ノアがだす素材はCや中にはBクラスの魔物素材がまじる。

量もなかなかのものだった。




 結局ノアの出した素材は今日払った宿代を引いても黒字だった。

やり取りの中で、よくわからない事はちゃんと質問もできて、お釣りやお金の単位も教わった。

計算もメイド達が教えてくれてたので、足し算はできるのだった。

引き算はちょっと間違うことも多い。

そうして町での生活もちゃんと1人で出来ることを確認したノアはまた少し自信を付けるのであった。

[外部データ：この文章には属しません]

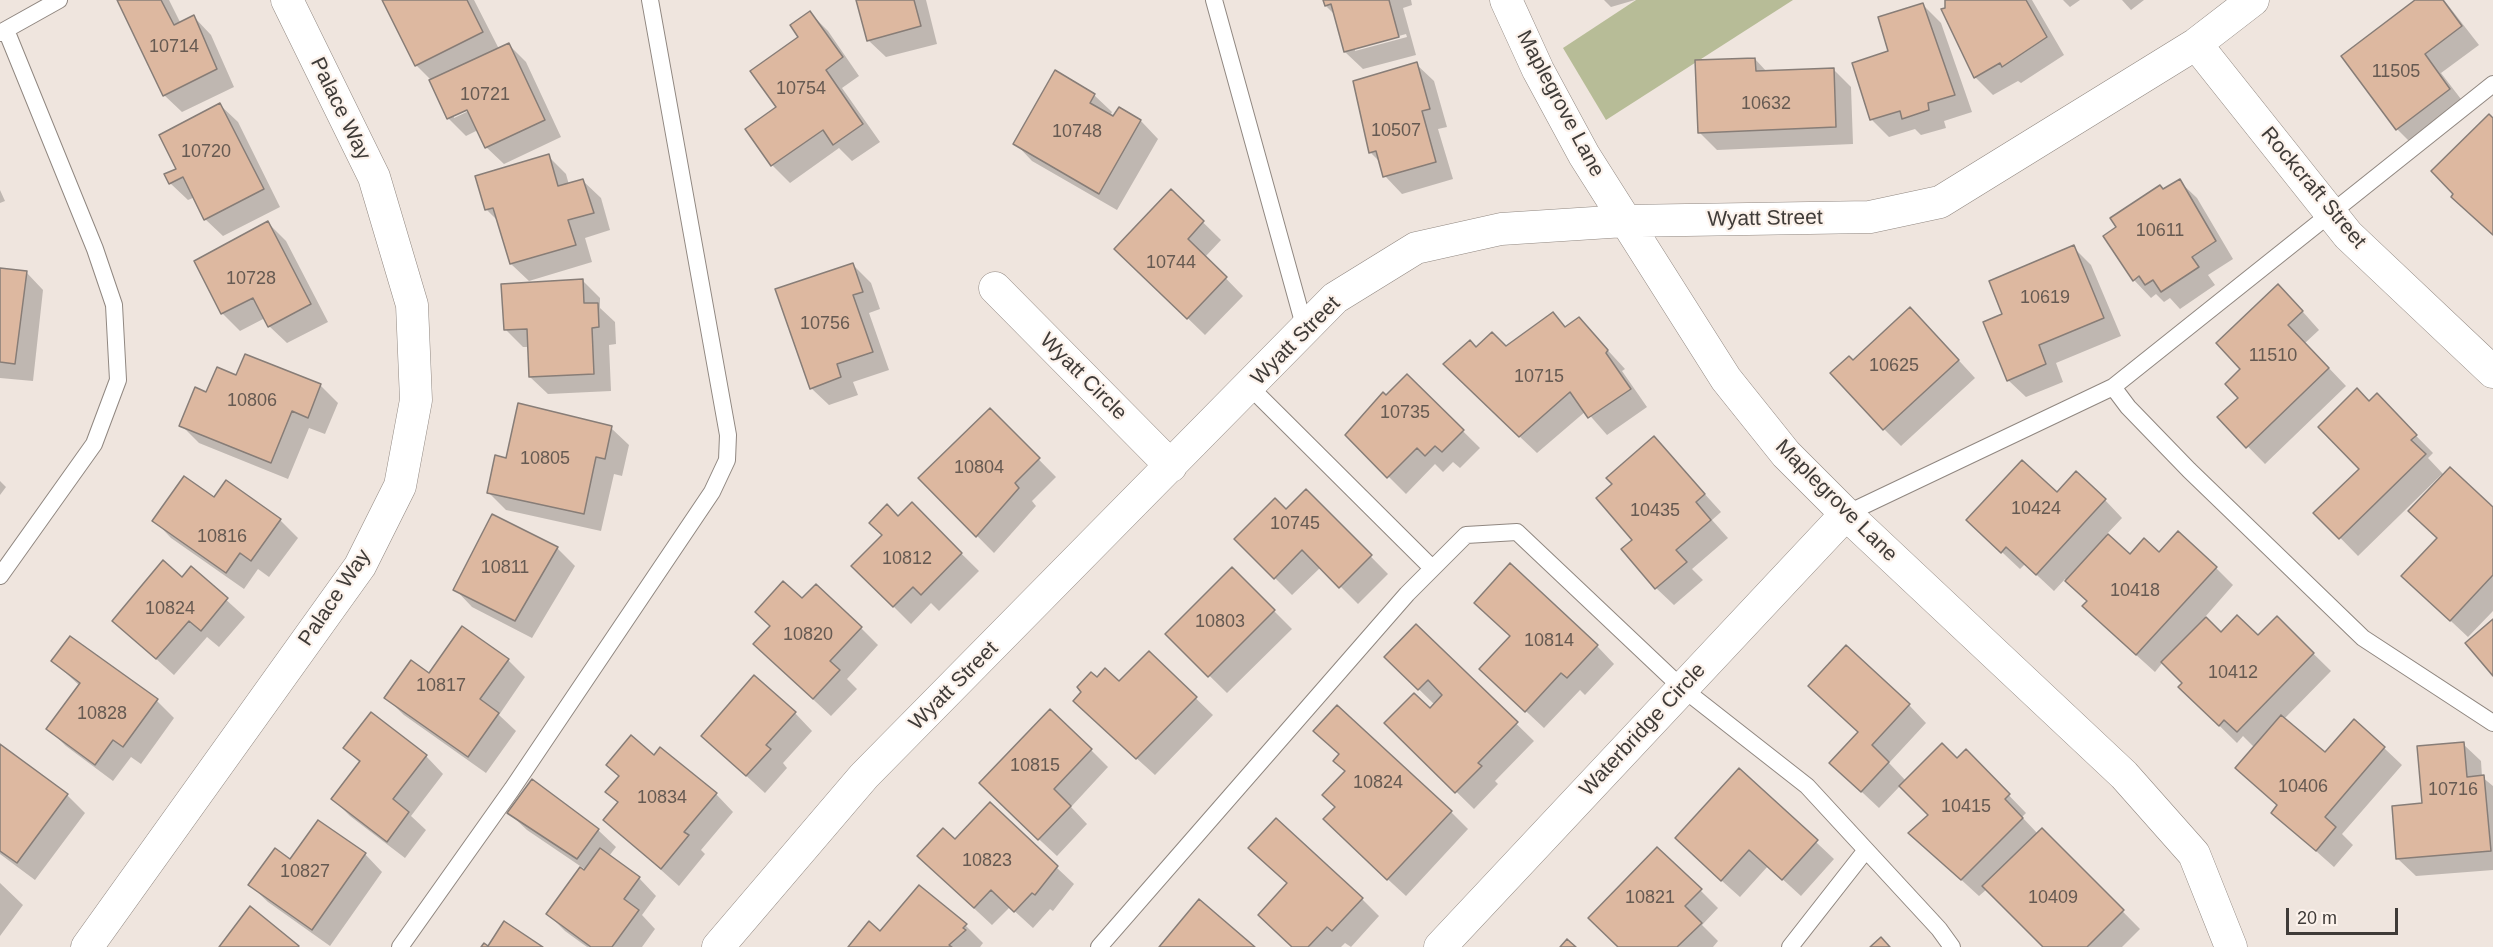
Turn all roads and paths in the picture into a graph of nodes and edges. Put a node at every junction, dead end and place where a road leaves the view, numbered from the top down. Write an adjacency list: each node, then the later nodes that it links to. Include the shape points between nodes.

翌々日に洗濯物を受取り収納すると、今度は最初に影獣の襲撃が有った村を目指す。

あの泣いていた女児に会いに行くのだ。

「約束したからな会いに来ると。ちゃんと泣かないで待っているといいけど」

ノアの気持ちもだんだんと上向いていくのだった。

そうして村が近づいてきた所で、ノアは異常に気づいた。

(影獣の気配だ!)

一気にトップスピードに入るノア。

衣服が破けない限界を掴んでいたので、服は壊さない。

村が見えた所で大きくジャンプした。

上空から様子を見ながら村の入口に着地。

以前のように大きな音は立てず着地する。

右の影獣が近いので、突っ込んだ。

ノアの左右の手には影で作った爪が生えている。

以前よりだいぶ長いそれはノアの二の腕ほどの長さだ。

5本あると使いづらいことも気付き、今は親指以外の4本に爪を出している。

すでに事切れている村人の上から、影獣を吹き飛ばす。

ノアの爪は影獣にも効果があるのだ。

切り飛ばされた影獣は地に落ちた。

すかさず左手の能力で影獣を吸収する。

回りから影獣の気配があちこちあるが、積極的にノアに向かってくるものはいない。

攻撃すると反撃してくるくらいだ。

ノアは村長の家を目指す。

一番大きい家だと聞いていた。

(村長の家にあの子がいるはず!急がなきゃ)

大きな家にあたりをつけてノアが駆け込む。

扉はすでに引き裂かれて転がり、用を足していなかった。

「ちいさいの!どこ?!」

声をかける時になって名前を聞いていなかったと思い至った。

家中を探すと、奥に老人の死体があった。

そのさらに奥の部屋から気配がある。

どん!

と勢いよく入口から奥の壁まで飛び込み、中を確認した。

2匹の影獣が争うように何かを貪っていた。

ノアは嫌な予感を抑え込み左手で影獣を消す。

その後には小さな遺骸が半分くらい残っていた。

「あぁ‥‥間に合わなかった‥‥」

足元に落ちている、あの熱い生き物の欠片がとても悲しいノアであった。

「クスン‥‥まだ名前も聞いていなかったのに」

涙をこぼしながら後悔をおぼえるノア。

しばらく立ち尽くしてから、村にいる影獣を全部消すことにして外に出た。

ノアは影獣にも憎しみを持てず、やりきれなさだけを感じるのであった。